Wednesday, March 07, 2007

There They Go Again

Todd Gitlin shares this tidbit about the Gray Lady's attempt at fair & balanced.

The front-page headline is damning: "In ’05 Investing, Obama Took Same Path as Donors." The story, by Mike McIntire and Christopher Drew, is awfully gosh-darned important. It's on the same front page as the Libby verdict and "Questions About Cheney Remain." This is big.

The story? Well, here's the lede:

Less than two months after ascending to the United States Senate, Barack Obama bought more than $50,000 worth of stock in two speculative companies whose major investors included some of his biggest political donors.

Sounds like they nailed him dead to rights. But hold on for the fourth graf:

A spokesman for Mr. Obama, who is seeking his party’s presidential nomination in 2008, said yesterday that the senator did not know that he had invested in either company until fall 2005, when he learned of it and decided to sell the stocks. He sold them at a net loss of $13,000.

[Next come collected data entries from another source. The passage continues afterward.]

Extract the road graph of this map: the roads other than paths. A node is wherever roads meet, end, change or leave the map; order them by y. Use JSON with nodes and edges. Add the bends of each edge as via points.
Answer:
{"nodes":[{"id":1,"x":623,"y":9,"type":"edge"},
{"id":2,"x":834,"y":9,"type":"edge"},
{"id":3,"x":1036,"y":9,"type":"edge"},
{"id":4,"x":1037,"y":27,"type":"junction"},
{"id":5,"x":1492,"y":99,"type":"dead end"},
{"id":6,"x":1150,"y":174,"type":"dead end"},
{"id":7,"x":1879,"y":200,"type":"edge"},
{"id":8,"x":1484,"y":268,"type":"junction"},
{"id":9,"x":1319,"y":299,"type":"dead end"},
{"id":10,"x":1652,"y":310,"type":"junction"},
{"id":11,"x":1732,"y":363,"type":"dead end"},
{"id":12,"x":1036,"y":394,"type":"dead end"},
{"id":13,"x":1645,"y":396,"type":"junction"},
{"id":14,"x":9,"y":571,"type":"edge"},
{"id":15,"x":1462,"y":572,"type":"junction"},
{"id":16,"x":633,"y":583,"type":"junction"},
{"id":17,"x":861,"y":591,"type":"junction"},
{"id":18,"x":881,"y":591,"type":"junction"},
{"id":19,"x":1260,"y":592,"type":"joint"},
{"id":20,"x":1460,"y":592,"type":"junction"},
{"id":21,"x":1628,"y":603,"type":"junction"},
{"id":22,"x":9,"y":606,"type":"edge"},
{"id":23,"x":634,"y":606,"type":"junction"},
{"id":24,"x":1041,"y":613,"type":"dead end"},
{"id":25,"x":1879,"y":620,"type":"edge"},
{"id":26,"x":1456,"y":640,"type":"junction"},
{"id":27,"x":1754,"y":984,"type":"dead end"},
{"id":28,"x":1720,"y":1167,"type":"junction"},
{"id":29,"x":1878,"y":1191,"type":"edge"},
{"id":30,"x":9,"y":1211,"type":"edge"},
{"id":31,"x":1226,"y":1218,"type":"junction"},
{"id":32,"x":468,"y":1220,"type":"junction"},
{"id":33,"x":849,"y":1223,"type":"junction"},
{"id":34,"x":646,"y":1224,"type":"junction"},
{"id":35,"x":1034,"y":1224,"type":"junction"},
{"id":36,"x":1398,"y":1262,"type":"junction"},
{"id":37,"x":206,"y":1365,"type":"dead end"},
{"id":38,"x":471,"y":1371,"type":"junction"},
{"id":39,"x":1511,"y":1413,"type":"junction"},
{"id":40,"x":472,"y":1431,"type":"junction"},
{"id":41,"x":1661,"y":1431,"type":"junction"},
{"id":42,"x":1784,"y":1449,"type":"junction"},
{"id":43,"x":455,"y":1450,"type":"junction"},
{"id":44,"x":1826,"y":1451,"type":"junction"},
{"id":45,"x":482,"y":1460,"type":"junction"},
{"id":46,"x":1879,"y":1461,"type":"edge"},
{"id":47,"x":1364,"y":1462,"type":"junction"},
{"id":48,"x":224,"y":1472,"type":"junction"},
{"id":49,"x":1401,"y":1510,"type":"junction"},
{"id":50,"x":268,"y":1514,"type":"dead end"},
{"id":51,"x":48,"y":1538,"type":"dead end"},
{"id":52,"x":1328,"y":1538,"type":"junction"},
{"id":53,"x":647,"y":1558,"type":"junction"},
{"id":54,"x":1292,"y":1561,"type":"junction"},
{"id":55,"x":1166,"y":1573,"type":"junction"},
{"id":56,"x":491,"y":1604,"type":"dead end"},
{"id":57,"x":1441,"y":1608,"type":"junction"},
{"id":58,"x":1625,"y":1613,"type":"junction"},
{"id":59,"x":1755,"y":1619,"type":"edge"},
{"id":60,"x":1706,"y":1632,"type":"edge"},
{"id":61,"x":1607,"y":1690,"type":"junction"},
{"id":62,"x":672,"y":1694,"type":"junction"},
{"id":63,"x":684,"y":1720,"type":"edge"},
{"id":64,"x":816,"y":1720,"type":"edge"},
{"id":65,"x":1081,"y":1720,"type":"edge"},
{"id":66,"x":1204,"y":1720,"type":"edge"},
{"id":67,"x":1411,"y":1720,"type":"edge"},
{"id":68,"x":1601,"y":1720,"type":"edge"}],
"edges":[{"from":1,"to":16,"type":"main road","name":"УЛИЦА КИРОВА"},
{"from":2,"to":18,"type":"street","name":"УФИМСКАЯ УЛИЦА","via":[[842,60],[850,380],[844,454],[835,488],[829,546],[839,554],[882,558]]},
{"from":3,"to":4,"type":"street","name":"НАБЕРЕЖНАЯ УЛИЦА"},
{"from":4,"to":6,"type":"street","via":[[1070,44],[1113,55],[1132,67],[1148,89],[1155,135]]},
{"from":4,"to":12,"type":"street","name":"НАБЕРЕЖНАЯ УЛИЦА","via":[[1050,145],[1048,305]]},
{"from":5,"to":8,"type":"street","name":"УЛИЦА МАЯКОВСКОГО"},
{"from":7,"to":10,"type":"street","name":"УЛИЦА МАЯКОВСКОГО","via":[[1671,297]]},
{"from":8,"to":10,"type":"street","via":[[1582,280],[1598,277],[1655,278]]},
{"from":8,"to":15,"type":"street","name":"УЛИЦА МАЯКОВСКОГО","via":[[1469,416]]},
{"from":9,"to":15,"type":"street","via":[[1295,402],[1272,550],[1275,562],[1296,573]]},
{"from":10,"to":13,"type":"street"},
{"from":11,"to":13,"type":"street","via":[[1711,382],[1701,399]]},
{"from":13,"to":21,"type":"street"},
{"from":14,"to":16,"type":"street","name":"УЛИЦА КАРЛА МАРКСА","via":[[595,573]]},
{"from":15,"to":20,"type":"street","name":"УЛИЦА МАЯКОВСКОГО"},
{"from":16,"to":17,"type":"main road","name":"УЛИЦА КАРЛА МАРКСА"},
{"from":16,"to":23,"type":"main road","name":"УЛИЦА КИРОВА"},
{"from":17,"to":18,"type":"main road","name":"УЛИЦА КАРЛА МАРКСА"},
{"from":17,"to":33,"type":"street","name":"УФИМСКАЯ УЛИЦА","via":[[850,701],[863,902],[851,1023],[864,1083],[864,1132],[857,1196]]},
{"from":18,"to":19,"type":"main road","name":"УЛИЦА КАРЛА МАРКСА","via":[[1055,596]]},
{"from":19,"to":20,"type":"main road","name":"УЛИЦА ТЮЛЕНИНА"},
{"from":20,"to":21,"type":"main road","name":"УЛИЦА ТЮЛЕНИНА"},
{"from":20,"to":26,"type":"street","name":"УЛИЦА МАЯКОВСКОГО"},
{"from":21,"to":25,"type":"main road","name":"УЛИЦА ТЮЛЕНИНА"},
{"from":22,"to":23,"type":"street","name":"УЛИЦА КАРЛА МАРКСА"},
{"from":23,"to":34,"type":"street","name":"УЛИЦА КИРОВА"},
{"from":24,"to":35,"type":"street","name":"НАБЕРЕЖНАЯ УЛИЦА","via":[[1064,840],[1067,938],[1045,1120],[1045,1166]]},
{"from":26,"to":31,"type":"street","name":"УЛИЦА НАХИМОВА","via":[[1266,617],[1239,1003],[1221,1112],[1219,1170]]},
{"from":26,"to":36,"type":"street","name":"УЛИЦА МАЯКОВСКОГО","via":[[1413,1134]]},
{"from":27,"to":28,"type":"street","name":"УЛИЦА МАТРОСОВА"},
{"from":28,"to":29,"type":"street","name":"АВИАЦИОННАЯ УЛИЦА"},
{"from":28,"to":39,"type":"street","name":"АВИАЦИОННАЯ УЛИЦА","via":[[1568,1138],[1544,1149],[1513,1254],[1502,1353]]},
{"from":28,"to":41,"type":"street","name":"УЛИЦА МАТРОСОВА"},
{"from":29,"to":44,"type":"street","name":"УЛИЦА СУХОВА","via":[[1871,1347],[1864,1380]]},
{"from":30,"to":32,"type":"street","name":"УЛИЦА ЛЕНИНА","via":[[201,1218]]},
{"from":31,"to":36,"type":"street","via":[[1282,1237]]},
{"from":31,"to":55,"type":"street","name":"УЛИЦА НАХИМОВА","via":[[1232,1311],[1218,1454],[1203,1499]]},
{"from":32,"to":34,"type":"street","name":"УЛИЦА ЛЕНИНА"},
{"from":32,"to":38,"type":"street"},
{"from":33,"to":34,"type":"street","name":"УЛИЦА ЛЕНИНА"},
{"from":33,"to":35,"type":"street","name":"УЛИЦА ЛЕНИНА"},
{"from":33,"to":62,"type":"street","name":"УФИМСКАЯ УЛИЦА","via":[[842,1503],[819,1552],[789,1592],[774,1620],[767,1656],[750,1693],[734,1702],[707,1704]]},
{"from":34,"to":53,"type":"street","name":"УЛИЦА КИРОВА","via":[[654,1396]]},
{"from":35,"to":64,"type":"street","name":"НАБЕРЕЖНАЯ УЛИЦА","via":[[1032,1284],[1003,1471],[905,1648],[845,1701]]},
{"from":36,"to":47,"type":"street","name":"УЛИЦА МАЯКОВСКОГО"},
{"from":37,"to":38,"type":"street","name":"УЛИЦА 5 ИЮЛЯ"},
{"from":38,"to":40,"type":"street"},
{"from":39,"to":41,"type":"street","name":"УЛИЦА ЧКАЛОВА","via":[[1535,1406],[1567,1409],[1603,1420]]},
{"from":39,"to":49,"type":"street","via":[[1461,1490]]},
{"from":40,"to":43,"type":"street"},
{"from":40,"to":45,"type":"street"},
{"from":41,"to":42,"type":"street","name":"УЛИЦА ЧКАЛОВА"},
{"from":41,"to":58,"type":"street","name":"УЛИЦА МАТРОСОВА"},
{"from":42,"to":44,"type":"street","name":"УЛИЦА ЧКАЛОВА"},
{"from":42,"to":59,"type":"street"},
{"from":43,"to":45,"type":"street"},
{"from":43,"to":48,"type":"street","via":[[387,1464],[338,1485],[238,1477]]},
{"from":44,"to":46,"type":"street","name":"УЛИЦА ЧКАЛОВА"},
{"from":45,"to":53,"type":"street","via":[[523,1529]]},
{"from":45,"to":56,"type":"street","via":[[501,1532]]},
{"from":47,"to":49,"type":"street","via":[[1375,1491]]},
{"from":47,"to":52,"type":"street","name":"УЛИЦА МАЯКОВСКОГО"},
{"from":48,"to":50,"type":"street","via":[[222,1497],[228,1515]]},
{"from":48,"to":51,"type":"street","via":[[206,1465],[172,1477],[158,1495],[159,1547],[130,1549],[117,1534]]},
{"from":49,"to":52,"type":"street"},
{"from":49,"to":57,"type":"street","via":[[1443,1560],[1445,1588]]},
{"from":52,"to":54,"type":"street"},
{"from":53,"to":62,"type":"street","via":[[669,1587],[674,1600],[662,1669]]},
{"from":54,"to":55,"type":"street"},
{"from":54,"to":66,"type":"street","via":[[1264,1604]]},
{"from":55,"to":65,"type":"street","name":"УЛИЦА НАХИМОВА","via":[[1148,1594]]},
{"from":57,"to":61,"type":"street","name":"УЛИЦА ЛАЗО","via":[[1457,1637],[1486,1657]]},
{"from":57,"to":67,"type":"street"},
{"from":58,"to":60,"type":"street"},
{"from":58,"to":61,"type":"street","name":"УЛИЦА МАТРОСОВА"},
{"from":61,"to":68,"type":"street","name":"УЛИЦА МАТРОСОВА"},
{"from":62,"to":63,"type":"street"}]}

The spokesman, Bill Burton, said Mr. Obama’s broker bought the stocks without consulting the senator, under the terms of a blind trust that was being set up for the senator at that time but was not finalized until several months after the investments were made.

So let's see if we've got this straight. First graf: "Barack Obama bought...." Fourth graf: "the senator did not know that he had invested...."

If you're feeling nostalgic for the '90s, or if you're of a numerological bent, please note that today's peculiar choice of a front-page story comes fifteen years minus one day after the legendary March 8, 1992, front-pager by Jeff Gerth on Gov. Bill Clinton's Whitewater deal.

So the NYT is off and running to demonstrate that it's even-handed. So today's story about the Congressional testimony of the fired U. S. Attorneys is on page A14: "Prosecutors Describe Contacts From Higher Up."

That chalk-on-blackboard sound you hear is the sound of Bill Keller, facing the most demonstrably and systematically corrupt administration since Warren G. Harding, bending over backward to prove that the Times is even-handed.